++++ DATA EXTRACT ++++

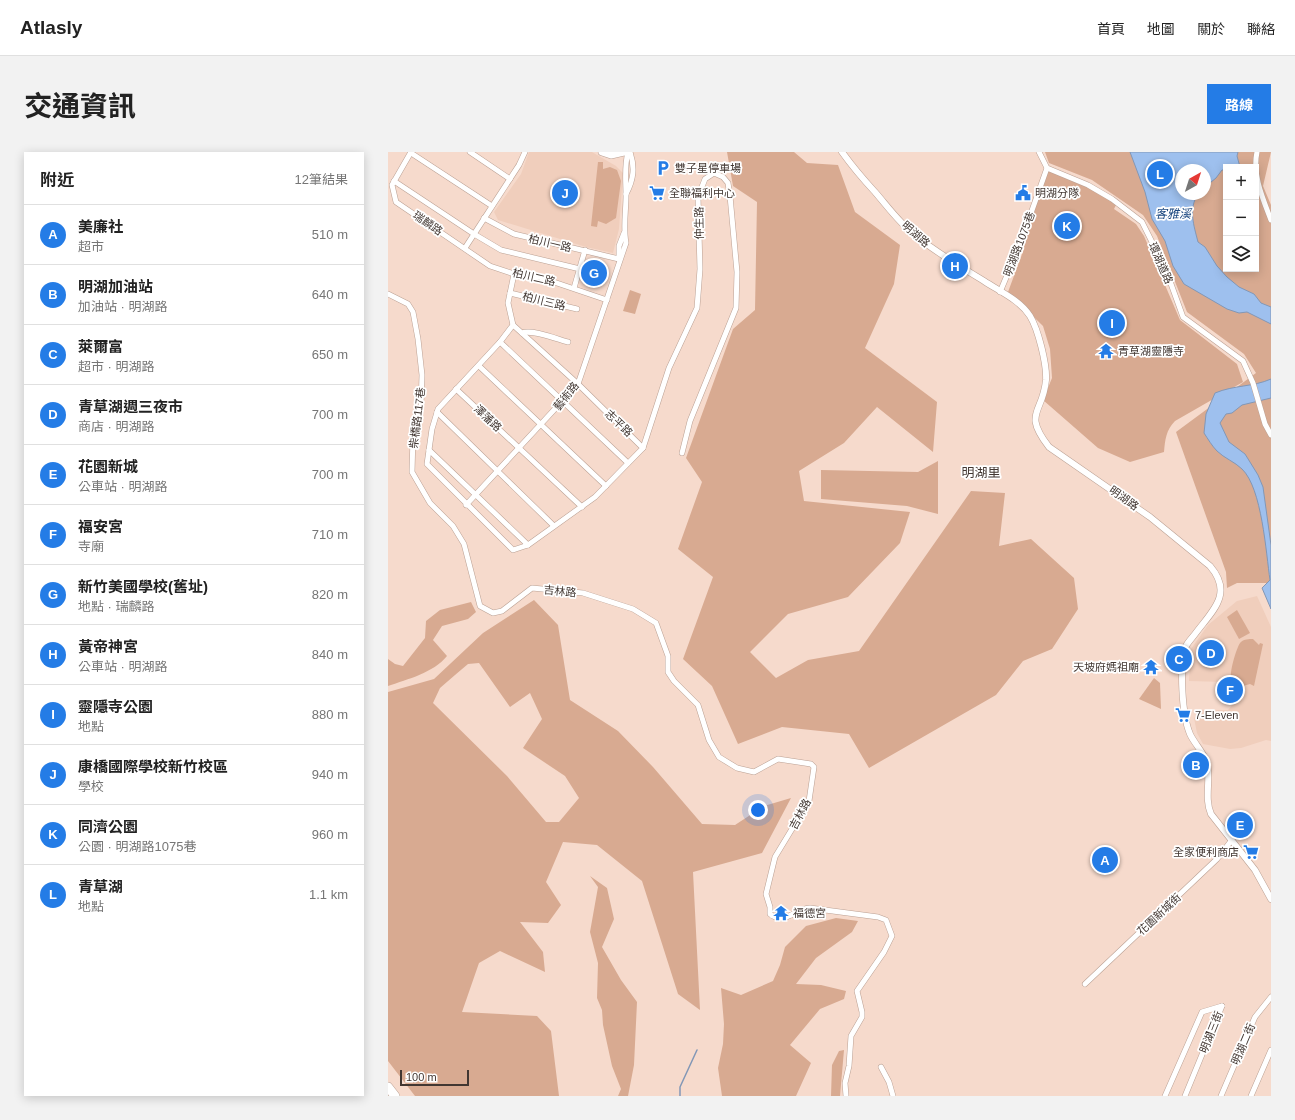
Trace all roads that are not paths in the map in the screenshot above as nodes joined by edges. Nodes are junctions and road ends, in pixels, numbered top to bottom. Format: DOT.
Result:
graph roads {
  1 [pos="411,152"];
  2 [pos="470,152"];
  3 [pos="525,152"];
  4 [pos="602,152"];
  5 [pos="624,152"];
  6 [pos="629,152"];
  7 [pos="842,152"];
  8 [pos="1039,152"];
  9 [pos="1047,168"];
  10 [pos="510,179"];
  11 [pos="394,181"];
  12 [pos="1259,184"];
  13 [pos="626,194"];
  14 [pos="492,206"];
  15 [pos="484,218"];
  16 [pos="1271,220"];
  17 [pos="474,234"];
  18 [pos="465,248"];
  19 [pos="585,250"];
  20 [pos="619,259"];
  21 [pos="580,269"];
  22 [pos="514,274"];
  23 [pos="574,288"];
  24 [pos="1000,292"];
  25 [pos="510,293"];
  26 [pos="388,294"];
  27 [pos="606,300"];
  28 [pos="577,309"];
  29 [pos="512,325"];
  30 [pos="522,333"];
  31 [pos="500,342"];
  32 [pos="568,342"];
  33 [pos="479,366"];
  34 [pos="578,384"];
  35 [pos="456,389"];
  36 [pos="562,401"];
  37 [pos="437,412"];
  38 [pos="541,424"];
  39 [pos="1271,435"];
  40 [pos="519,448"];
  41 [pos="643,448"];
  42 [pos="429,450"];
  43 [pos="682,454"];
  44 [pos="628,463"];
  45 [pos="498,472"];
  46 [pos="606,486"];
  47 [pos="476,494"];
  48 [pos="466,505"];
  49 [pos="582,507"];
  50 [pos="554,526"];
  51 [pos="528,544"];
  52 [pos="483,608"];
  53 [pos="1231,841"];
  54 [pos="1271,899"];
  55 [pos="1085,984"];
  56 [pos="1271,996"];
  57 [pos="1271,1050"];
  58 [pos="881,1067"];
  59 [pos="388,1087"];
  60 [pos="395,1096"];
  61 [pos="846,1096"];
  62 [pos="893,1096"];
  63 [pos="1165,1096"];
  64 [pos="1185,1096"];
  65 [pos="1221,1096"];
  66 [pos="1251,1096"];
  1 -- 11 [label="street"];
  1 -- 14 [label="street"];
  2 -- 10 [label="street"];
  3 -- 10 [label="street"];
  4 -- 5 [label="main road"];
  6 -- 13 [label="street, 藝術路"];
  6 -- 13 [label="street, 藝術路"];
  7 -- 24 [label="street, 明湖路"];
  8 -- 9 [label="street"];
  9 -- 24 [label="street, 明湖路1075巷"];
  9 -- 39 [label="street, 環湖道路"];
  10 -- 14 [label="street"];
  11 -- 17 [label="street, 瑞麟路"];
  11 -- 18 [label="street, 瑞麟路"];
  12 -- 16 [label="street"];
  13 -- 20 [label="street, 藝術路"];
  14 -- 15 [label="street"];
  15 -- 17 [label="street"];
  15 -- 19 [label="street, 柏川一路"];
  17 -- 18 [label="street"];
  17 -- 21 [label="street, 瑞麟路"];
  18 -- 22 [label="street, 柏川二路"];
  19 -- 20 [label="street, 柏川一路"];
  19 -- 21 [label="street"];
  20 -- 27 [label="street, 藝術路"];
  21 -- 23 [label="street"];
  22 -- 23 [label="street, 柏川二路"];
  22 -- 25 [label="street, 柏川三路"];
  23 -- 27 [label="street, 柏川二路"];
  24 -- 53 [label="street, 明湖路"];
  25 -- 28 [label="street, 柏川三路"];
  25 -- 29 [label="street, 柏川三路"];
  26 -- 52 [label="street, 柴橋路117巷"];
  27 -- 34 [label="street, 藝術路"];
  29 -- 30 [label="street"];
  29 -- 31 [label="street"];
  30 -- 32 [label="street"];
  30 -- 34 [label="street"];
  31 -- 33 [label="street"];
  31 -- 36 [label="street"];
  33 -- 35 [label="street"];
  33 -- 38 [label="street"];
  34 -- 36 [label="street, 藝術路"];
  34 -- 41 [label="street, 志平路"];
  35 -- 37 [label="street"];
  35 -- 40 [label="street, 澤藩路"];
  36 -- 38 [label="street, 藝術路"];
  36 -- 44 [label="street, 志平路"];
  37 -- 42 [label="street"];
  37 -- 45 [label="street"];
  38 -- 40 [label="street, 藝術路"];
  38 -- 46 [label="street"];
  40 -- 45 [label="street, 藝術路"];
  40 -- 49 [label="street"];
  41 -- 43 [label="street, 仲生路"];
  41 -- 44 [label="street"];
  42 -- 47 [label="street"];
  42 -- 48 [label="street"];
  44 -- 46 [label="street"];
  45 -- 47 [label="street, 藝術路"];
  45 -- 50 [label="street"];
  46 -- 49 [label="street"];
  47 -- 48 [label="street, 藝術路"];
  47 -- 51 [label="street"];
  48 -- 51 [label="street"];
  49 -- 50 [label="street"];
  50 -- 51 [label="street"];
  52 -- 61 [label="street, 吉林路"];
  53 -- 54 [label="street, 明湖路"];
  53 -- 55 [label="street, 花園新城街"];
  56 -- 65 [label="street, 明湖二街"];
  57 -- 66 [label="street"];
  58 -- 62 [label="street"];
  59 -- 60 [label="highway"];
  63 -- 64 [label="street, 明湖三街"];
}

++++

● WHAT IS NEEDED
Omit every picture while copying the listing above exactly.

● SOLUTION FOR THIS PROBLEM
Trace all roads that are not paths in the map in the screenshot above as nodes joined by edges. Nodes are junctions and road ends, in pixels, numbered top to bottom. Format: DOT.
Result:
graph roads {
  1 [pos="411,152"];
  2 [pos="470,152"];
  3 [pos="525,152"];
  4 [pos="602,152"];
  5 [pos="624,152"];
  6 [pos="629,152"];
  7 [pos="842,152"];
  8 [pos="1039,152"];
  9 [pos="1047,168"];
  10 [pos="510,179"];
  11 [pos="394,181"];
  12 [pos="1259,184"];
  13 [pos="626,194"];
  14 [pos="492,206"];
  15 [pos="484,218"];
  16 [pos="1271,220"];
  17 [pos="474,234"];
  18 [pos="465,248"];
  19 [pos="585,250"];
  20 [pos="619,259"];
  21 [pos="580,269"];
  22 [pos="514,274"];
  23 [pos="574,288"];
  24 [pos="1000,292"];
  25 [pos="510,293"];
  26 [pos="388,294"];
  27 [pos="606,300"];
  28 [pos="577,309"];
  29 [pos="512,325"];
  30 [pos="522,333"];
  31 [pos="500,342"];
  32 [pos="568,342"];
  33 [pos="479,366"];
  34 [pos="578,384"];
  35 [pos="456,389"];
  36 [pos="562,401"];
  37 [pos="437,412"];
  38 [pos="541,424"];
  39 [pos="1271,435"];
  40 [pos="519,448"];
  41 [pos="643,448"];
  42 [pos="429,450"];
  43 [pos="682,454"];
  44 [pos="628,463"];
  45 [pos="498,472"];
  46 [pos="606,486"];
  47 [pos="476,494"];
  48 [pos="466,505"];
  49 [pos="582,507"];
  50 [pos="554,526"];
  51 [pos="528,544"];
  52 [pos="483,608"];
  53 [pos="1231,841"];
  54 [pos="1271,899"];
  55 [pos="1085,984"];
  56 [pos="1271,996"];
  57 [pos="1271,1050"];
  58 [pos="881,1067"];
  59 [pos="388,1087"];
  60 [pos="395,1096"];
  61 [pos="846,1096"];
  62 [pos="893,1096"];
  63 [pos="1165,1096"];
  64 [pos="1185,1096"];
  65 [pos="1221,1096"];
  66 [pos="1251,1096"];
  1 -- 11 [label="street"];
  1 -- 14 [label="street"];
  2 -- 10 [label="street"];
  3 -- 10 [label="street"];
  4 -- 5 [label="main road"];
  6 -- 13 [label="street, 藝術路"];
  6 -- 13 [label="street, 藝術路"];
  7 -- 24 [label="street, 明湖路"];
  8 -- 9 [label="street"];
  9 -- 24 [label="street, 明湖路1075巷"];
  9 -- 39 [label="street, 環湖道路"];
  10 -- 14 [label="street"];
  11 -- 17 [label="street, 瑞麟路"];
  11 -- 18 [label="street, 瑞麟路"];
  12 -- 16 [label="street"];
  13 -- 20 [label="street, 藝術路"];
  14 -- 15 [label="street"];
  15 -- 17 [label="street"];
  15 -- 19 [label="street, 柏川一路"];
  17 -- 18 [label="street"];
  17 -- 21 [label="street, 瑞麟路"];
  18 -- 22 [label="street, 柏川二路"];
  19 -- 20 [label="street, 柏川一路"];
  19 -- 21 [label="street"];
  20 -- 27 [label="street, 藝術路"];
  21 -- 23 [label="street"];
  22 -- 23 [label="street, 柏川二路"];
  22 -- 25 [label="street, 柏川三路"];
  23 -- 27 [label="street, 柏川二路"];
  24 -- 53 [label="street, 明湖路"];
  25 -- 28 [label="street, 柏川三路"];
  25 -- 29 [label="street, 柏川三路"];
  26 -- 52 [label="street, 柴橋路117巷"];
  27 -- 34 [label="street, 藝術路"];
  29 -- 30 [label="street"];
  29 -- 31 [label="street"];
  30 -- 32 [label="street"];
  30 -- 34 [label="street"];
  31 -- 33 [label="street"];
  31 -- 36 [label="street"];
  33 -- 35 [label="street"];
  33 -- 38 [label="street"];
  34 -- 36 [label="street, 藝術路"];
  34 -- 41 [label="street, 志平路"];
  35 -- 37 [label="street"];
  35 -- 40 [label="street, 澤藩路"];
  36 -- 38 [label="street, 藝術路"];
  36 -- 44 [label="street, 志平路"];
  37 -- 42 [label="street"];
  37 -- 45 [label="street"];
  38 -- 40 [label="street, 藝術路"];
  38 -- 46 [label="street"];
  40 -- 45 [label="street, 藝術路"];
  40 -- 49 [label="street"];
  41 -- 43 [label="street, 仲生路"];
  41 -- 44 [label="street"];
  42 -- 47 [label="street"];
  42 -- 48 [label="street"];
  44 -- 46 [label="street"];
  45 -- 47 [label="street, 藝術路"];
  45 -- 50 [label="street"];
  46 -- 49 [label="street"];
  47 -- 48 [label="street, 藝術路"];
  47 -- 51 [label="street"];
  48 -- 51 [label="street"];
  49 -- 50 [label="street"];
  50 -- 51 [label="street"];
  52 -- 61 [label="street, 吉林路"];
  53 -- 54 [label="street, 明湖路"];
  53 -- 55 [label="street, 花園新城街"];
  56 -- 65 [label="street, 明湖二街"];
  57 -- 66 [label="street"];
  58 -- 62 [label="street"];
  59 -- 60 [label="highway"];
  63 -- 64 [label="street, 明湖三街"];
}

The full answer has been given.